- **Problem requirements**: Please reproduce the data exactly, excluding any pictures it contains.
Provided records Block Start
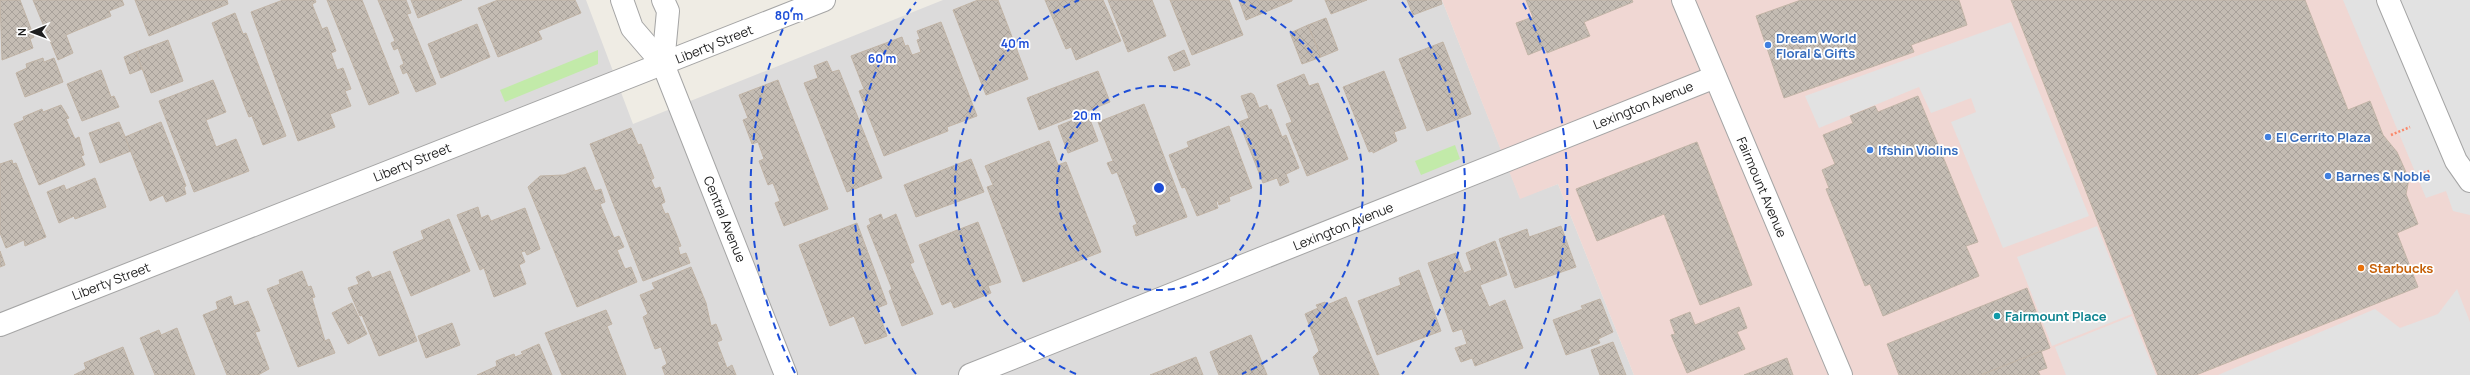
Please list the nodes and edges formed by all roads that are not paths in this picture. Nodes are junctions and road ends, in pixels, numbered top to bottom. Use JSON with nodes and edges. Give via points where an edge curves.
{"nodes":[{"id":1,"x":622,"y":0,"type":"edge"},
{"id":2,"x":663,"y":0,"type":"edge"},
{"id":3,"x":824,"y":0,"type":"edge"},
{"id":4,"x":1683,"y":0,"type":"edge"},
{"id":5,"x":2388,"y":0,"type":"edge"},
{"id":6,"x":663,"y":64,"type":"junction"},
{"id":7,"x":1715,"y":77,"type":"junction"},
{"id":8,"x":2470,"y":181,"type":"edge"},
{"id":9,"x":0,"y":325,"type":"edge"},
{"id":10,"x":786,"y":375,"type":"edge"},
{"id":11,"x":970,"y":375,"type":"edge"},
{"id":12,"x":1841,"y":375,"type":"edge"}],
"edges":[{"from":1,"to":6,"type":"street","name":"Central Avenue","via":[[632,28]]},
{"from":2,"to":6,"type":"street","name":"Central Avenue","via":[[668,11]]},
{"from":3,"to":6,"type":"street","name":"Liberty Street"},
{"from":4,"to":7,"type":"street","name":"Fairmount Avenue"},
{"from":5,"to":8,"type":"street","via":[[2456,161]]},
{"from":6,"to":9,"type":"street","name":"Liberty Street"},
{"from":6,"to":10,"type":"street","name":"Central Avenue"},
{"from":7,"to":11,"type":"street","name":"Lexington Avenue"},
{"from":7,"to":12,"type":"street","name":"Fairmount Avenue"}]}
Provided records Block End
- **Exercise answer**:
Please list the nodes and edges formed by all roads that are not paths in this picture. Nodes are junctions and road ends, in pixels, numbered top to bottom. Use JSON with nodes and edges. Give via points where an edge curves.
{"nodes":[{"id":1,"x":622,"y":0,"type":"edge"},
{"id":2,"x":663,"y":0,"type":"edge"},
{"id":3,"x":824,"y":0,"type":"edge"},
{"id":4,"x":1683,"y":0,"type":"edge"},
{"id":5,"x":2388,"y":0,"type":"edge"},
{"id":6,"x":663,"y":64,"type":"junction"},
{"id":7,"x":1715,"y":77,"type":"junction"},
{"id":8,"x":2470,"y":181,"type":"edge"},
{"id":9,"x":0,"y":325,"type":"edge"},
{"id":10,"x":786,"y":375,"type":"edge"},
{"id":11,"x":970,"y":375,"type":"edge"},
{"id":12,"x":1841,"y":375,"type":"edge"}],
"edges":[{"from":1,"to":6,"type":"street","name":"Central Avenue","via":[[632,28]]},
{"from":2,"to":6,"type":"street","name":"Central Avenue","via":[[668,11]]},
{"from":3,"to":6,"type":"street","name":"Liberty Street"},
{"from":4,"to":7,"type":"street","name":"Fairmount Avenue"},
{"from":5,"to":8,"type":"street","via":[[2456,161]]},
{"from":6,"to":9,"type":"street","name":"Liberty Street"},
{"from":6,"to":10,"type":"street","name":"Central Avenue"},
{"from":7,"to":11,"type":"street","name":"Lexington Avenue"},
{"from":7,"to":12,"type":"street","name":"Fairmount Avenue"}]}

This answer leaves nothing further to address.